AirDefense Walks the WLAN Wire - Page 4

By Andrew Garcia  |  Posted 2008-01-12 Print this article Print

Our customers have responded very well to the troubleshooting aspects of the product, and, in return, we've responded to the requests of our customer base. We introduced modules such as AirDefense Live RF to allow real-time coverage heat maps of all your facilities, and it provides wireless coverage analysis from an application layer perspective.

We are also going to release AirDefense Enterprise 7.3 very shortly, and one of the big features we've added is the spectrum analysis module. We quickly realized that enterprises would like to gain a better understanding of the radio frequency airspace, particularly when it comes to interference.

What does AirDefense anticipate for 802.11n in the enterprise? What can your solutions do currently, and how will you help your customers adopt and adapt to the new technology?
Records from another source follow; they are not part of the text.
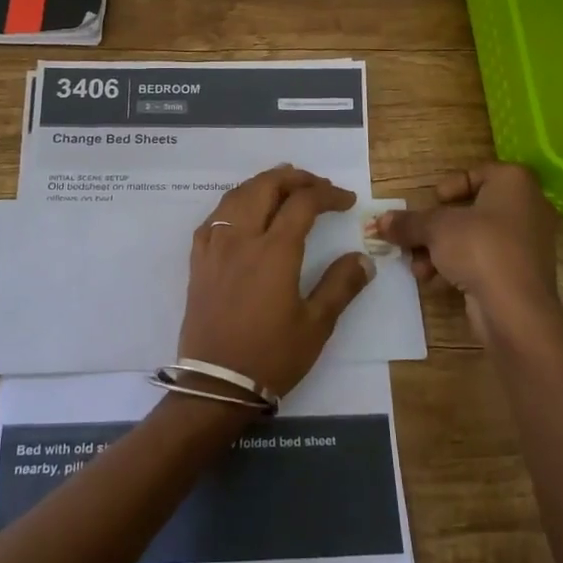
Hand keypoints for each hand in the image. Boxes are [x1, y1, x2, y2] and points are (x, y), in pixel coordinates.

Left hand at [176, 165, 374, 400]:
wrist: (216, 385)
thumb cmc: (271, 356)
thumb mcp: (316, 325)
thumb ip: (341, 285)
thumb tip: (363, 258)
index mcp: (275, 251)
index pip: (303, 203)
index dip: (328, 194)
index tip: (347, 201)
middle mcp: (242, 238)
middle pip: (266, 186)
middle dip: (295, 178)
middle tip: (317, 185)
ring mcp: (215, 247)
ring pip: (236, 195)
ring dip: (263, 183)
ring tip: (283, 186)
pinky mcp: (198, 261)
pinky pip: (214, 218)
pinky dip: (234, 204)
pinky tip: (243, 213)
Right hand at [376, 163, 561, 346]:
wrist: (515, 309)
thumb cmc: (479, 248)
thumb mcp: (435, 228)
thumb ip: (408, 222)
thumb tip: (380, 222)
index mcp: (515, 183)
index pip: (479, 174)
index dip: (450, 186)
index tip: (431, 201)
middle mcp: (528, 208)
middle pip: (472, 211)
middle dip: (437, 228)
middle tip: (413, 238)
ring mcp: (528, 244)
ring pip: (475, 239)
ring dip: (441, 251)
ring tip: (418, 267)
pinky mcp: (522, 275)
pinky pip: (485, 262)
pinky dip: (460, 268)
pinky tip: (434, 282)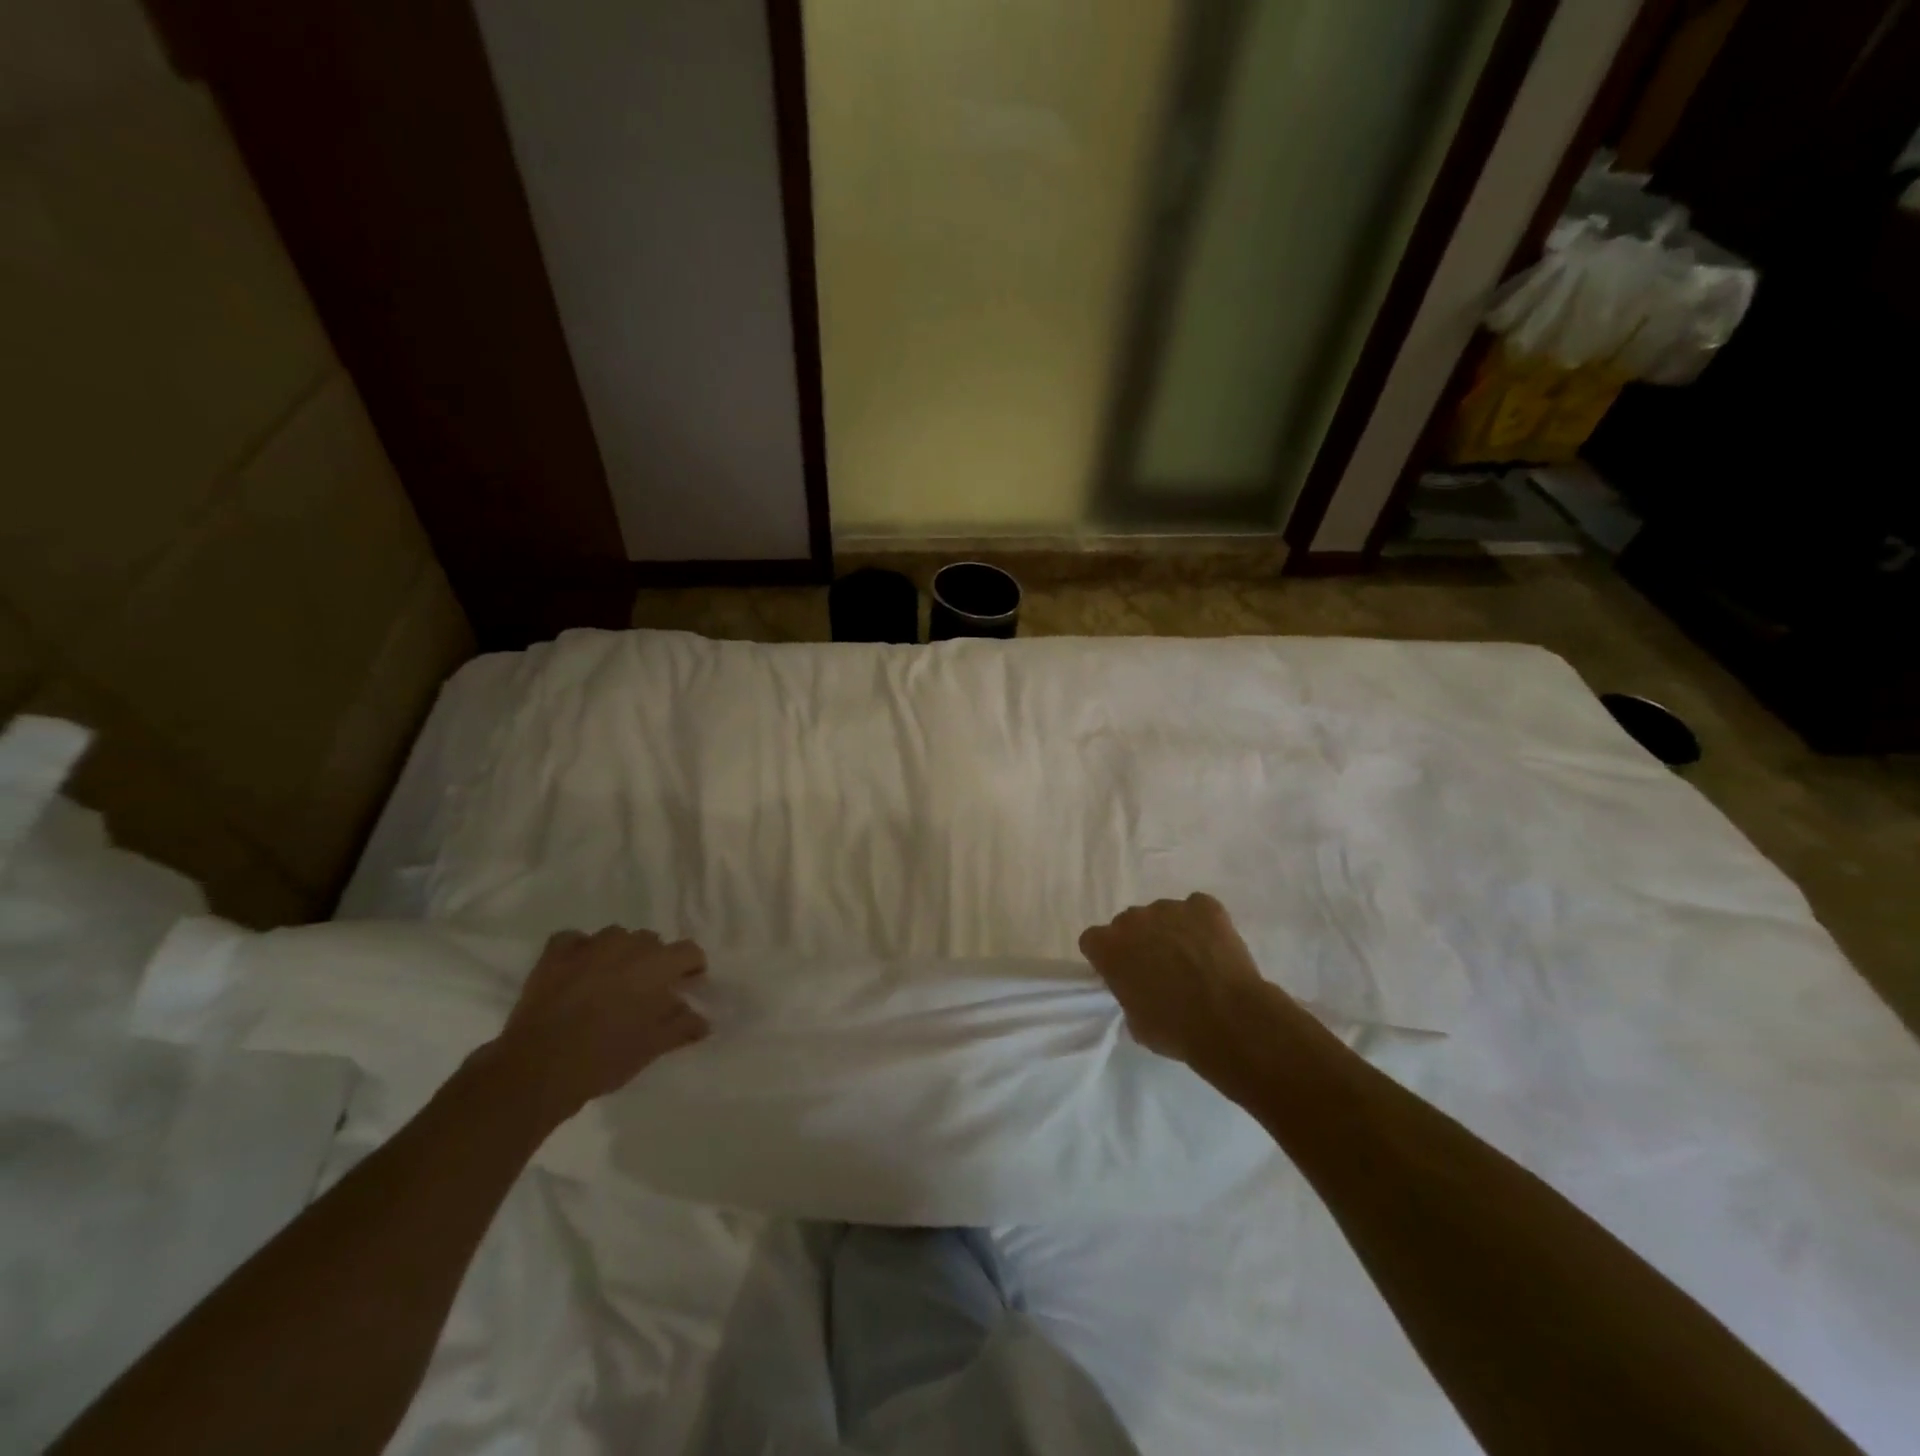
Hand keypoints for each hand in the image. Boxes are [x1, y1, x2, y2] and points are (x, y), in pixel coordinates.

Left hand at [493, 926, 709, 1118]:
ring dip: (620, 954)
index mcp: (658, 964)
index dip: (692, 967)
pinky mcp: (555, 954)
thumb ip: (683, 1026)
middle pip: (652, 942)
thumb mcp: (653, 1047)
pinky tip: (579, 970)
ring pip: (616, 937)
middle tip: (646, 992)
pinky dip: (581, 950)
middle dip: (654, 962)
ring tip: (611, 981)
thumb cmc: (606, 1057)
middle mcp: (628, 945)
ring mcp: (589, 945)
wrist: (538, 1067)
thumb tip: (703, 1020)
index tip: (688, 985)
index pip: (689, 951)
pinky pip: (575, 940)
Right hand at [1078, 893, 1274, 1067]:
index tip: (1122, 973)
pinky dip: (1202, 923)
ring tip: (1194, 960)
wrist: (1229, 1021)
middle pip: (1129, 924)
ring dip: (1171, 931)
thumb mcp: (1135, 1022)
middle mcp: (1134, 919)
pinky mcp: (1204, 906)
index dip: (1107, 956)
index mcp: (1109, 947)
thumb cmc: (1175, 1030)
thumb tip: (1139, 988)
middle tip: (1160, 969)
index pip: (1094, 940)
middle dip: (1140, 941)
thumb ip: (1128, 993)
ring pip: (1163, 915)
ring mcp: (1170, 908)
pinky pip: (1197, 908)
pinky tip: (1213, 947)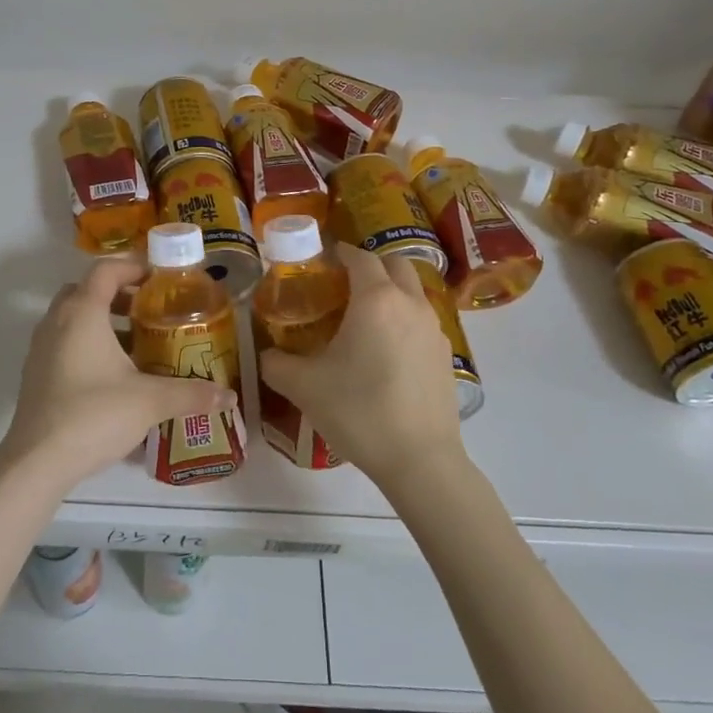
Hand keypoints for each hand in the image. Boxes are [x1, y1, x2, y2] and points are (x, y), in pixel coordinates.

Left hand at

This year, you won't soon see enterprises ripping apart their 802.11a/b/g WLANs to replace them with 802.11n, but certainly you will start seeing RFPs [requests for proposals] and RFQs [requests for quotations] that specifically ask about 802.11n and the upgrade process. But when it comes to [802.11n's] multiple antenna configurations and realizing MIMO [multiple input, multiple output] benefits, everything-starting from site planning to coverage analysis to back-end switches-has to be looked at one more time, which is why enterprise adoption is not going to be as dramatic as infrastructure vendors would like it to be.
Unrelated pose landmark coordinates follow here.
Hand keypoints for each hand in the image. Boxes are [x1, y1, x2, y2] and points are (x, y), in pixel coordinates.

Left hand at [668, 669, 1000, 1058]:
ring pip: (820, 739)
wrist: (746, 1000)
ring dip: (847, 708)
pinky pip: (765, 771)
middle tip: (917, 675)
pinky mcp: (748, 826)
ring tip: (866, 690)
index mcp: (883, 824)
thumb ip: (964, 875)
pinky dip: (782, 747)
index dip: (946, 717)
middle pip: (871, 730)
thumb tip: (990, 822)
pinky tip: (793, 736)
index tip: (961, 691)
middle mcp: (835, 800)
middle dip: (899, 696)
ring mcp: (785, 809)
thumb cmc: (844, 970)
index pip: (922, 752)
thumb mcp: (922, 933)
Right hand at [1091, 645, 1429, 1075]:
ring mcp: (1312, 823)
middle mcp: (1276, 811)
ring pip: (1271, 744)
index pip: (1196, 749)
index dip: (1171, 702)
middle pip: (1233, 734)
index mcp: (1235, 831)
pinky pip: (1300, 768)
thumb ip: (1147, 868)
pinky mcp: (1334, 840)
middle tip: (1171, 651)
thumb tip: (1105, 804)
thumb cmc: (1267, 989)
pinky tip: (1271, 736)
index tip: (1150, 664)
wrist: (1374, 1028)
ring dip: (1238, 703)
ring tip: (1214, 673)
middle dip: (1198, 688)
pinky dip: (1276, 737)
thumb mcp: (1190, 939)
A lot of the current 802.11n draft APs [access points] that are out there today use more power than what is supported on the standard power over Ethernet, and a lot of switches that are out there today are not capable of supporting the massive throughputs and data rates that 802.11n promises. So you are talking about new switches and new power injectors-major wireless and wired upgrades that would be required to fully realize the promise of 802.11n.

Today, we are fully capable of detecting rogue APs that are based on prestandard or draft-compatible 802.11n solutions with our existing sensors. However, that is not the full picture. You don't just want to detect rogue devices-you also want to see what they are communicating, especially if the traffic is unencrypted. And for that you need 802.11n sensors.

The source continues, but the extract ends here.